▸ Exercise directions
Repeat exactly, and only, the lines below starting at the line that contains "thumb tip: (50, 164)" and ending at the line that contains "ring dip: (297, 40)", inclusive of both.

Data excerpts START

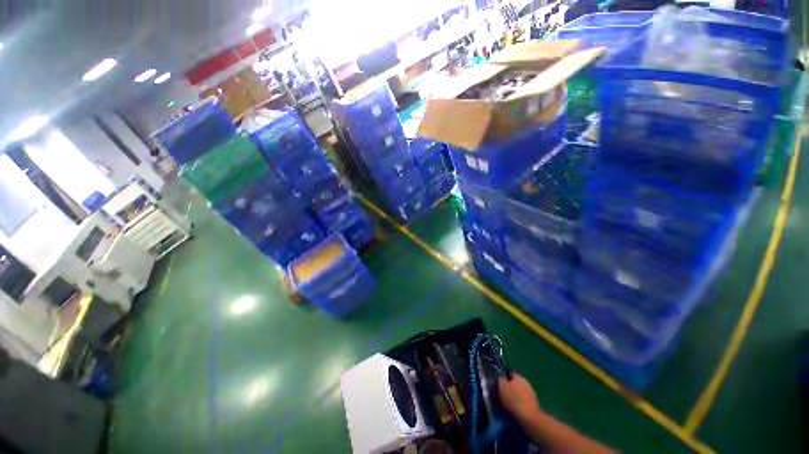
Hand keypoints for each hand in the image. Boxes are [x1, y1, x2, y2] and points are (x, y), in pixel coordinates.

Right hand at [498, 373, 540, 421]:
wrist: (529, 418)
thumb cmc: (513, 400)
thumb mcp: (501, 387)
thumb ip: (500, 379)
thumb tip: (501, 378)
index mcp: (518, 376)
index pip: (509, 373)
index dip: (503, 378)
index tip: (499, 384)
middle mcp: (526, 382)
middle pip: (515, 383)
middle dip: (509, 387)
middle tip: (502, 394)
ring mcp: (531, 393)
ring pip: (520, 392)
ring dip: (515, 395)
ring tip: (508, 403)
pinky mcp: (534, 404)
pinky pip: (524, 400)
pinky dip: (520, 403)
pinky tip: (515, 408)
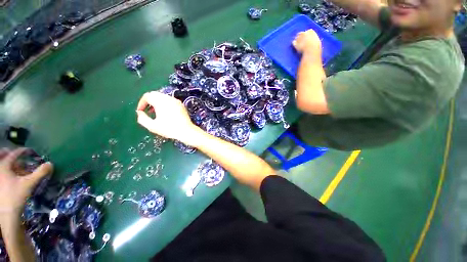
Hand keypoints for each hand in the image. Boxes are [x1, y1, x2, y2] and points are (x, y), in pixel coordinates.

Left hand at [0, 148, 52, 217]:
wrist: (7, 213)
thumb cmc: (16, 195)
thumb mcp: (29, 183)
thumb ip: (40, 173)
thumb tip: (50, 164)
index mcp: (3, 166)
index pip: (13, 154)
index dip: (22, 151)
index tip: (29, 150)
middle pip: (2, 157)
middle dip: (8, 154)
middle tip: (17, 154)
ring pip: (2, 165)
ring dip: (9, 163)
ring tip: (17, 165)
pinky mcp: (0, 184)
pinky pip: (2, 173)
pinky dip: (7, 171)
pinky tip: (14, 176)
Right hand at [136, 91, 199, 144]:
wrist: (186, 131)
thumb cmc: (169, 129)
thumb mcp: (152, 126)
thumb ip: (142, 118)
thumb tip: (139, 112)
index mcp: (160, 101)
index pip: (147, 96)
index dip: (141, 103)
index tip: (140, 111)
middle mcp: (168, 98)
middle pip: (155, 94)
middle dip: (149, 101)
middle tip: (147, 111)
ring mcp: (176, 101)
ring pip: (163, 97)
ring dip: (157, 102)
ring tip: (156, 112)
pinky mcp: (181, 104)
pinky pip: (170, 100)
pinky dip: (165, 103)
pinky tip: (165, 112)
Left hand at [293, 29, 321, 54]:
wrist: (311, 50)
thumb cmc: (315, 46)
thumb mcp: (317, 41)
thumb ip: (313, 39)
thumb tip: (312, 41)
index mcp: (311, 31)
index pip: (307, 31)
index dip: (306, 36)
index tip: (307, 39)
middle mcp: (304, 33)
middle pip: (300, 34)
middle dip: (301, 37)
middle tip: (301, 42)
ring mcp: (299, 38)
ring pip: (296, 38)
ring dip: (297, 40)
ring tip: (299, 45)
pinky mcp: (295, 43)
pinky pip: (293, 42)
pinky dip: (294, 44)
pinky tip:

Data excerpts END

▸ Output
thumb tip: (50, 164)
index mcp: (3, 166)
index pip: (13, 154)
index dip: (22, 151)
index tip: (29, 150)
middle pip: (2, 157)
middle dip: (8, 154)
middle tip: (17, 154)
ring pip: (2, 165)
ring dip: (9, 163)
ring tip: (17, 165)
pinky mcp: (0, 184)
pinky pip: (2, 173)
pinky dip: (7, 171)
pinky tip: (14, 176)
Right hand at [136, 91, 199, 144]:
wrist: (186, 131)
thumb cmc: (169, 129)
thumb mcp: (152, 126)
thumb ip: (142, 118)
thumb tip: (139, 112)
index mcp: (160, 101)
index pip: (147, 96)
index dip: (141, 103)
index tip: (140, 111)
middle mcp: (168, 98)
middle pip: (155, 94)
middle dip: (149, 101)
middle tip: (147, 111)
ring mcp: (176, 101)
ring pip: (163, 97)
ring dip: (157, 102)
ring tip: (156, 112)
pinky mcp: (181, 104)
pinky pip: (170, 100)
pinky dip: (165, 103)
pinky tip: (165, 112)
Left hand at [293, 29, 321, 54]:
wrist: (311, 50)
thumb cmc: (315, 46)
thumb mcp: (317, 41)
thumb ip: (313, 39)
thumb tip: (312, 41)
index mcp: (311, 31)
index pip: (307, 31)
index dip: (306, 36)
index tip: (307, 39)
middle mcp: (304, 33)
middle pip: (300, 34)
middle dip: (301, 37)
middle tip: (301, 42)
ring mcp: (299, 38)
ring pip: (296, 38)
ring dip: (297, 40)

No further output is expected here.